Best solution to stop battery drain is turn every thing off if you're not using it eg GPS, wifi, Bluetooth, mobile data, auto sync, if you have them on they will chew up power.
On a stock legend, HTC would seam to have the CPU speeds set at 480 low and 600 for high, if you root and set your lower value to lower than 480 that will also help in cyanogen lowest value is 245.76, this seams to be ok, on other roms they can go as low as 19, this is not so good as phone can sometimes freeze. I never go below 122.
sent from my legend, currently using extream legend fuseā¢
My HTC legend battery life is 2 days. But I enable internet access only when I want, same for gps
Have you tried to calibrate your battery after installing custom ROM? Try the free battery calibration app from the market.
I'm using "[ROM] B 0.8.4 based on stock HTC FroYo (04/13/2011)".
Using the stock speeds the battery drain is quite fast, I get a day at best. I'm running 245 - 804 and this makes the battery last days. I'll try down to 122 to get a tiny bit longer battery life
vyper2100 said:
Hello, I`m new to this forum and wanted to ask if anyone knows why my HTC Legend drains battery so fast. My phone is rooted with Fuse ROM and unlocked bootloader but it was draining battery on stock ROM too. Even with the screen of it drains ( in 8 hours with screen off it drains almost 10%). I have 3G connection on all the time and when I`m at home i don`t have full signal in the house so it may be a network problem that affects the battery?
Click to expand...
Click to collapse
it is a common problem... as long as your phone signal is not dropping to completely zero that it goes for finding alternative networks its fine.. but if it is dropping blank .. try using airplane mode (ya no other option )

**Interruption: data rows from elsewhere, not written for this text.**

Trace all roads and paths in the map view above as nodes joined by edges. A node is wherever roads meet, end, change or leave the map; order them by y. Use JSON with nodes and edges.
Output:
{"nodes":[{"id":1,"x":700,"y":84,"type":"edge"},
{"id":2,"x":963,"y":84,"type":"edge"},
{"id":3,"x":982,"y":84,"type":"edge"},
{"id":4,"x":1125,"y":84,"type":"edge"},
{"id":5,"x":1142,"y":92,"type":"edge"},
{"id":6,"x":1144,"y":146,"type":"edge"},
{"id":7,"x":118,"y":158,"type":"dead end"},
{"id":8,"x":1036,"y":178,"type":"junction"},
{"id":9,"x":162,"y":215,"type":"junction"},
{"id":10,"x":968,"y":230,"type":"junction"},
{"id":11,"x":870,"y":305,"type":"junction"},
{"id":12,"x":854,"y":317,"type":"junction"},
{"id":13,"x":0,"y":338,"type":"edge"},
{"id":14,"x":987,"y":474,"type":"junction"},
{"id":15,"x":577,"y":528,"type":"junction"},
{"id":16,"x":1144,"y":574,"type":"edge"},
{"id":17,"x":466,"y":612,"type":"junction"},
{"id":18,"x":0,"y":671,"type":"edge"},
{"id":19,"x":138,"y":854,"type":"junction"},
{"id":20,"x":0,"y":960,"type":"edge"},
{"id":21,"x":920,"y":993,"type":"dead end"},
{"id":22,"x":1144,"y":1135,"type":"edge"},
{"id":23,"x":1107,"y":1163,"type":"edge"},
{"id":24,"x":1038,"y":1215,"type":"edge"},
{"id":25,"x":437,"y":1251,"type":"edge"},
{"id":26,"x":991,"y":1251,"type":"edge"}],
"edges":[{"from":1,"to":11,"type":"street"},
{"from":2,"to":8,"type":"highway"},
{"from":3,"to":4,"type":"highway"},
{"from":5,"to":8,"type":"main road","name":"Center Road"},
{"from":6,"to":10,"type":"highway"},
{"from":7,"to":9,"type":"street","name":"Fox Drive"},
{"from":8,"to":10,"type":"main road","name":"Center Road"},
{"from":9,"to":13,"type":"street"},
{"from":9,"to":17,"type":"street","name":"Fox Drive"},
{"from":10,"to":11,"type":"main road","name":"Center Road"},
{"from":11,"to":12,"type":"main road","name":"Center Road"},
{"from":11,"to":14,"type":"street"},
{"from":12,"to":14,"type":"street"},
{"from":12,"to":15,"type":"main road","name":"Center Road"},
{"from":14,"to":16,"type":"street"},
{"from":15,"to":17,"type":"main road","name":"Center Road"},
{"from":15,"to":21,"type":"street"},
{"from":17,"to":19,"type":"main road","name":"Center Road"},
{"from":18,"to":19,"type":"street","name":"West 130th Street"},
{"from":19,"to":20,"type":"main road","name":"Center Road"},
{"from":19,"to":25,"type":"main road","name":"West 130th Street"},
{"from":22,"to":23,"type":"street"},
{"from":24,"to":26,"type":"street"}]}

or else as a quick thing try below options
- try installing infolifes battery defender (tweak their ignore list if required). along with their advanced task killer (jst set for auto kill when screen off and not interval kill
- get a cpu governor (I was using cyanogenmod inbuilt one) and set in conservative a low-400mhz and high-600mhz
-turn off auto brightness if u've it on and use it in low as required
hope these should squeeze some more extra standby time..
I went back to a stock rom after putting up with the battery issues.

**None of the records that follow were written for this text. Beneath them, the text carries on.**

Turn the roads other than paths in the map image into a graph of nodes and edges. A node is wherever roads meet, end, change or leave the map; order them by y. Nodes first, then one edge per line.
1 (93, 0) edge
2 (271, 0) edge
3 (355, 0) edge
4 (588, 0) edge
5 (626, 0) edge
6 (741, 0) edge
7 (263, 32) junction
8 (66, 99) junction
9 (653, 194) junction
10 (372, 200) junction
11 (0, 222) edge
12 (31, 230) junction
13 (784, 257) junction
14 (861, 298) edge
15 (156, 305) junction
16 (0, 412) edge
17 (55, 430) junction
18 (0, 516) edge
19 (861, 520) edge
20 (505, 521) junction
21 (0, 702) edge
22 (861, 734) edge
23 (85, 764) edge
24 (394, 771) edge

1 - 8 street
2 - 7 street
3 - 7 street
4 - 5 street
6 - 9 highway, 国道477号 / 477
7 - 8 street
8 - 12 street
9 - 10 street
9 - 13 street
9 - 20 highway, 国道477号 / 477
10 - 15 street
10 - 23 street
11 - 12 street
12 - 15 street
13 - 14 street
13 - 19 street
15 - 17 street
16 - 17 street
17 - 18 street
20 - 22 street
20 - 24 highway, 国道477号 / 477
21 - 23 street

a friend told me that there's a .bat file that helps with the battery issue, but I haven't been able to find it anywhere.
I also had freezing problems when I tried to adjust CPU settings, so my best option was to bake a rom through modaco without all the bloat crap.
Now it works a treat.. hope this helps
Bat files are for windows computers, not used on android....
However your friend might be talking about the "battery.stats" file deleting it is supposed to help "calibrate" your battery, I personally have not seen any benefit to battery life doing this. Once your phone goes flat (turns off) and you then fully charge it it seams to set the calibration automatically. The only way I can see it actually helping if your a phone user that never let's the phone go flat enough to turn its self off.
Sent from my legend using XDA
IMO, battery life isn't bad on the HTC Legend if we compare it to High End phones. But there are ways to save it.
Ceebs typing the whole thing so I might as well link it to you from a similar topic: http://forum.xda-developers.com/showthread.php?t=1586022
Cheers ranger.
I asked him about it, and it was a .bat file that is used through the adb and he didn't say where he got his information.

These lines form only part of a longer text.